Travelogue: Noah Purifoy Desert Art Museum
Anne and Martine visit the Noah Purifoy Desert Art Museum near Los Angeles. These are Martine's notes.
Noah Purifoy's Outdoor Desert Art Museum
Today we visited this particular park, a slice of the desert near Joshua Tree National Park, where artist Noah Purifoy has gone out of his way to build wacky installations composed of anything and everything. The place is very much akin to other places where artists in remote locations spend years working on huge installations: think Michael Heiser's City and James Turrell's Roden Crater, as well as Anselm Kiefer's studio complex in Provence. But unlike these lonely, sacred and perhaps megalomaniacal monuments, this is a very human place.
Social change
Throughout his career, Purifoy made a strong case for social change, especially regarding the position of black Americans. His earliest work was made with fragments of the Watts Rebellion in Los Angeles, an uprising in August 1965, following the violent arrest of two black men in the Watts neighbourhood.
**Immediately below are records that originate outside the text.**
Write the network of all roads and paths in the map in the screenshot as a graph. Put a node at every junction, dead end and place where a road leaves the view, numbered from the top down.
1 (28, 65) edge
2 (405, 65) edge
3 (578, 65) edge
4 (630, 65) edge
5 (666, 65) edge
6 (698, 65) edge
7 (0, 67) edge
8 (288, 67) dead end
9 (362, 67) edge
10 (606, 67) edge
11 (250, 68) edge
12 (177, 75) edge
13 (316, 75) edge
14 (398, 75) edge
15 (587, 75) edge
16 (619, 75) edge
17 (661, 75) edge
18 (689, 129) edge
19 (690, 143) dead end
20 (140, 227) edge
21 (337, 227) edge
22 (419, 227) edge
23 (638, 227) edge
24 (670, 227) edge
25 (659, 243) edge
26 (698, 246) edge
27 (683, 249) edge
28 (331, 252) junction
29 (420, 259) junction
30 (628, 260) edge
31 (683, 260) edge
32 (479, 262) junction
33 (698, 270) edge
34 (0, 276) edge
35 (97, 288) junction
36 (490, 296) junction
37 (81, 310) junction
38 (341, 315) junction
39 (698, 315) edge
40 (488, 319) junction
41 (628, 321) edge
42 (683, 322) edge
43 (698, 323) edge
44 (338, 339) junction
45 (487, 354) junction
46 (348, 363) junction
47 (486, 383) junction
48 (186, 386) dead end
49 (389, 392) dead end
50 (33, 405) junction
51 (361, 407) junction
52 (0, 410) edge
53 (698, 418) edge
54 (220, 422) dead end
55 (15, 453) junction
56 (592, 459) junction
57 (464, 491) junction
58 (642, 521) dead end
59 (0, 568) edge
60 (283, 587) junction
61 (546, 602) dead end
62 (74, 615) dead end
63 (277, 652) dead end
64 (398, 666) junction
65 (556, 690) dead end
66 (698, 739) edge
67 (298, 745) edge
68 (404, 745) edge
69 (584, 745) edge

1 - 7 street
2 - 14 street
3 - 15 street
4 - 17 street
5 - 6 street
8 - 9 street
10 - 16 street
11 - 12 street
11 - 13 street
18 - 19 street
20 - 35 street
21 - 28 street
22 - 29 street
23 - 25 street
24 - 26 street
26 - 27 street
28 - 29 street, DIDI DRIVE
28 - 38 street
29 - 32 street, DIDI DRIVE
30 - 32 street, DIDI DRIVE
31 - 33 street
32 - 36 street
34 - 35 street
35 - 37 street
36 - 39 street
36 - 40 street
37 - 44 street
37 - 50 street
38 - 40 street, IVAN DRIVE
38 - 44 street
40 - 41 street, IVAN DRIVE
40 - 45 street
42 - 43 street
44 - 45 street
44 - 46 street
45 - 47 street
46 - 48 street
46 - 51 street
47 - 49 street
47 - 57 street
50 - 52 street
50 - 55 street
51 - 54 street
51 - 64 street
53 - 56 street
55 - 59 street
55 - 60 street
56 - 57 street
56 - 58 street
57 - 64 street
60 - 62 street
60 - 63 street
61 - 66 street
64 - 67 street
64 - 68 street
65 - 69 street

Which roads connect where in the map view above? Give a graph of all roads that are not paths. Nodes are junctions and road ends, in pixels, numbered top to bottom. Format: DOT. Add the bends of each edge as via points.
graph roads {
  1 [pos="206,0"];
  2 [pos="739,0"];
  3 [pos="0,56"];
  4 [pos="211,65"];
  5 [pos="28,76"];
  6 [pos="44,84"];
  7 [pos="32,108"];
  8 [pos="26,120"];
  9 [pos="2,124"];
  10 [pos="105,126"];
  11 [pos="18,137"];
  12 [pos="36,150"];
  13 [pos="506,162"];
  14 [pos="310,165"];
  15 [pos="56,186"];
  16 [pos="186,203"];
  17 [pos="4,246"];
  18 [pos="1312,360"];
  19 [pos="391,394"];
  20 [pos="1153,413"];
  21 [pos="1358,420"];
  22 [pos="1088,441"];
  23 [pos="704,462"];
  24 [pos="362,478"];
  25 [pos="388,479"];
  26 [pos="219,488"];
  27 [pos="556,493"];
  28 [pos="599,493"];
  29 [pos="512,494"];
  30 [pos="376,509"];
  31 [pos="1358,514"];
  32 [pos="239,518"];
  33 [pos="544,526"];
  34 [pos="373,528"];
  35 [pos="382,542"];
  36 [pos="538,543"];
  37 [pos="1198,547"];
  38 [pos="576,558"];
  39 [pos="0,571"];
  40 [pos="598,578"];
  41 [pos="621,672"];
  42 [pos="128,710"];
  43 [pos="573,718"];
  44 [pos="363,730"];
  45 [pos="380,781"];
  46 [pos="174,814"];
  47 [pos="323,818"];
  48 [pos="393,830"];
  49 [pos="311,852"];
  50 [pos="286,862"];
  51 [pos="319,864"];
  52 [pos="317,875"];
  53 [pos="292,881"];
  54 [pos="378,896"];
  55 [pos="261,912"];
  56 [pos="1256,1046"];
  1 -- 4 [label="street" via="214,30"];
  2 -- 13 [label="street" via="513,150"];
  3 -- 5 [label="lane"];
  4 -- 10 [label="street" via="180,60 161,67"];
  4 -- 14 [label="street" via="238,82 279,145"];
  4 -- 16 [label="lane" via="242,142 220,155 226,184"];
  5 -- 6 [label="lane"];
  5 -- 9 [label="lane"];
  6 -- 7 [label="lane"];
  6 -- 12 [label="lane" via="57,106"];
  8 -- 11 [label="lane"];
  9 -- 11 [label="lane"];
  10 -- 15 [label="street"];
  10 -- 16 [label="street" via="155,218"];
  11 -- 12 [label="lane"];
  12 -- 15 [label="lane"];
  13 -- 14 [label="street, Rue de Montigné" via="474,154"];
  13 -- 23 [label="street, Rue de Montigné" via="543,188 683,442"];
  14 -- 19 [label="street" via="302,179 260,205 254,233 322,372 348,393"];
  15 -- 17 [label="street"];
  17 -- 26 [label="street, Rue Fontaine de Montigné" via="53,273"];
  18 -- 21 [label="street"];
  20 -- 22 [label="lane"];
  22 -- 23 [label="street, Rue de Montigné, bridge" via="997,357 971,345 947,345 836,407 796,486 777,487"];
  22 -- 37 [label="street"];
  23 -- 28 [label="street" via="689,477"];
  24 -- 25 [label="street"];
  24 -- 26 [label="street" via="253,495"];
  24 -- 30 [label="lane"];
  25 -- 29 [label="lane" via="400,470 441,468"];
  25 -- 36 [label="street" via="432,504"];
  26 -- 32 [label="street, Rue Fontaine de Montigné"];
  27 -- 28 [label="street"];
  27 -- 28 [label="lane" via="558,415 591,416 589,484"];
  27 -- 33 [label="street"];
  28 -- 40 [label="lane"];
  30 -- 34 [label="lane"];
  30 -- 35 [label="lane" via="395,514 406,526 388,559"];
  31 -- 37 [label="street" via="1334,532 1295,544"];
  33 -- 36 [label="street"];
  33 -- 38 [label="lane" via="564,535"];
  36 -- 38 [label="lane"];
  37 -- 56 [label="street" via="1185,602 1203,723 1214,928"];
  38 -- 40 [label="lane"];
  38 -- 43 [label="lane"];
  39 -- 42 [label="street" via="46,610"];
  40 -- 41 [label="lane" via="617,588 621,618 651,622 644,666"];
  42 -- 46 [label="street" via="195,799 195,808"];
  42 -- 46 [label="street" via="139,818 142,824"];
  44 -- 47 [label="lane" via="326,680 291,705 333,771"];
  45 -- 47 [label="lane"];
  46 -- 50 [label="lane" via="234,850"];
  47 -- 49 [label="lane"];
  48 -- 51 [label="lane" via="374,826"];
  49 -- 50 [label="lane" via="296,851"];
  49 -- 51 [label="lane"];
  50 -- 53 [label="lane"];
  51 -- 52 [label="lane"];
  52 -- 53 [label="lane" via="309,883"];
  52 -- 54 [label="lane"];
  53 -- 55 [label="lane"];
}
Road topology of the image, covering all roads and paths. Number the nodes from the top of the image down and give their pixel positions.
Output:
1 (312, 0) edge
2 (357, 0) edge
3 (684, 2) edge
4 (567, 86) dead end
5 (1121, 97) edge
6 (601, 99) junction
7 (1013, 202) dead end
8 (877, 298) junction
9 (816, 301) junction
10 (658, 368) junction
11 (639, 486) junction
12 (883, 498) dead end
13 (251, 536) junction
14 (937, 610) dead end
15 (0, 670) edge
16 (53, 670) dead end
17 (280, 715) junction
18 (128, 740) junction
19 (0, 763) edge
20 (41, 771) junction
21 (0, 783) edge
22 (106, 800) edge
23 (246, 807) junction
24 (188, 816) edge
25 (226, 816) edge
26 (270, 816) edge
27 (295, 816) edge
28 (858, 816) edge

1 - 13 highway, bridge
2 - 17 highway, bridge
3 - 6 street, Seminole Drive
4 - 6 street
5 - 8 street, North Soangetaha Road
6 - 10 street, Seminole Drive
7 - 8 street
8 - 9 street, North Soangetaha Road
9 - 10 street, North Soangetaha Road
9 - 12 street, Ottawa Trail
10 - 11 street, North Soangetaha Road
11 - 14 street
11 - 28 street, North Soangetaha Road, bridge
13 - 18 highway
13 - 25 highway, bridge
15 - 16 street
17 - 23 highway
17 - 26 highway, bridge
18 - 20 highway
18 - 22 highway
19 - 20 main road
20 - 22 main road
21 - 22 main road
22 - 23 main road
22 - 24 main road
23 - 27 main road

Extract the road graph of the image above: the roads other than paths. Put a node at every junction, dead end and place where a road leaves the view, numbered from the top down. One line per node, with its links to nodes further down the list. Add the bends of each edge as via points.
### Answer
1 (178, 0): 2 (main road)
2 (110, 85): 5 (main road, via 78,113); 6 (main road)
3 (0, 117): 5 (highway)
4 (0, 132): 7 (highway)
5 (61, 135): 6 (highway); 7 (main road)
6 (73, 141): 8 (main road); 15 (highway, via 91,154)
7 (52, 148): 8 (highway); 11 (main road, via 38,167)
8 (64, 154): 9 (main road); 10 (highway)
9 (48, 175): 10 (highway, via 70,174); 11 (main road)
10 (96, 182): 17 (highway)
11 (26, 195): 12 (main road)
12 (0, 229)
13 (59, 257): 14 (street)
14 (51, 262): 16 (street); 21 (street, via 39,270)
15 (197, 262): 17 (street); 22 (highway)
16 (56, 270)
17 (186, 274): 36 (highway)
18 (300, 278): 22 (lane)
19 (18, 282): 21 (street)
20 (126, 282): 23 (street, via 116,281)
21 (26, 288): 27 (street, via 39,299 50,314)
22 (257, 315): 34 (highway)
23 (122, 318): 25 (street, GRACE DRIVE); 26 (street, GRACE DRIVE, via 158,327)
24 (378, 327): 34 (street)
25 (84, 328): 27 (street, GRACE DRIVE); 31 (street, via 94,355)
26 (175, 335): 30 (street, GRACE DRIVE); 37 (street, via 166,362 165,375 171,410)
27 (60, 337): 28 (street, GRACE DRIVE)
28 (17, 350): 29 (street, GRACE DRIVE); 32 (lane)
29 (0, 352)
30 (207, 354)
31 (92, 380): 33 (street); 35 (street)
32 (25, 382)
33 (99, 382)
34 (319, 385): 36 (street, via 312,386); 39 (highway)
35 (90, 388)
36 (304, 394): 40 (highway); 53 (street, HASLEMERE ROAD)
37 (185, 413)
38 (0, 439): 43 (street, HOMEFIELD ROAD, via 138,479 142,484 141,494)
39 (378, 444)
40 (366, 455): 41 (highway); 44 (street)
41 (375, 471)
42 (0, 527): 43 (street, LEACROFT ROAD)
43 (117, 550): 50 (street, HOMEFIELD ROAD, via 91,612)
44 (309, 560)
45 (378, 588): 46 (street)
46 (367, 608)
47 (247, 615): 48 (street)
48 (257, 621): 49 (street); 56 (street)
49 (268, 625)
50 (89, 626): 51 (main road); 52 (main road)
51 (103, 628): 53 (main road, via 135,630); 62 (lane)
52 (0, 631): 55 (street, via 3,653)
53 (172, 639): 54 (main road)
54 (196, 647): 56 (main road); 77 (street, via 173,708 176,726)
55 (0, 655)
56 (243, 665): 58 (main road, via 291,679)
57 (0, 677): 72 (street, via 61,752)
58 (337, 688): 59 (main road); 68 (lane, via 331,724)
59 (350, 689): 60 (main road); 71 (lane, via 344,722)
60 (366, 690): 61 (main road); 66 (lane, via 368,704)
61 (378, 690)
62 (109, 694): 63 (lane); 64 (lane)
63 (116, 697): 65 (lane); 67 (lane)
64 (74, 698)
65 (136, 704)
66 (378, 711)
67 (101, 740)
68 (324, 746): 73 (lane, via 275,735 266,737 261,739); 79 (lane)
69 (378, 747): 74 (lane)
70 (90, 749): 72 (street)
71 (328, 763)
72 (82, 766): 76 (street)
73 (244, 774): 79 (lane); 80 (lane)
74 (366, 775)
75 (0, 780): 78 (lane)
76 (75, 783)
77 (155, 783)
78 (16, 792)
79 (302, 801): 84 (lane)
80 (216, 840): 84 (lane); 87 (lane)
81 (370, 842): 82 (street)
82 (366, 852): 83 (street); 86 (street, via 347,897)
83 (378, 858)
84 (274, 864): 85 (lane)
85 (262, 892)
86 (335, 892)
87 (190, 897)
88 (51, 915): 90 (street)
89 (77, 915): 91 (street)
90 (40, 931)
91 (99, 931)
Besides large sculptures featuring old computers, prams and carpentered crosses, he also built small theatres and studios and even a White House constructed from toilet bowls. His 1999 Earth Piece consists of a kind of open mining complex, with bridges and gates and two trees made of plaster and steel. Again, this is a humanised form of art in the landscape.
Man and landscape
Purifoy does not offer a solitary, temple-like experience, but references to how humans both live through and use the landscape for resources, energy and living. The artwork fits seamlessly into its surroundings, where the desert plain is speckled with low, often self-built houses with patches of land where car wrecks, dilapidated sheds and scrap metal gather.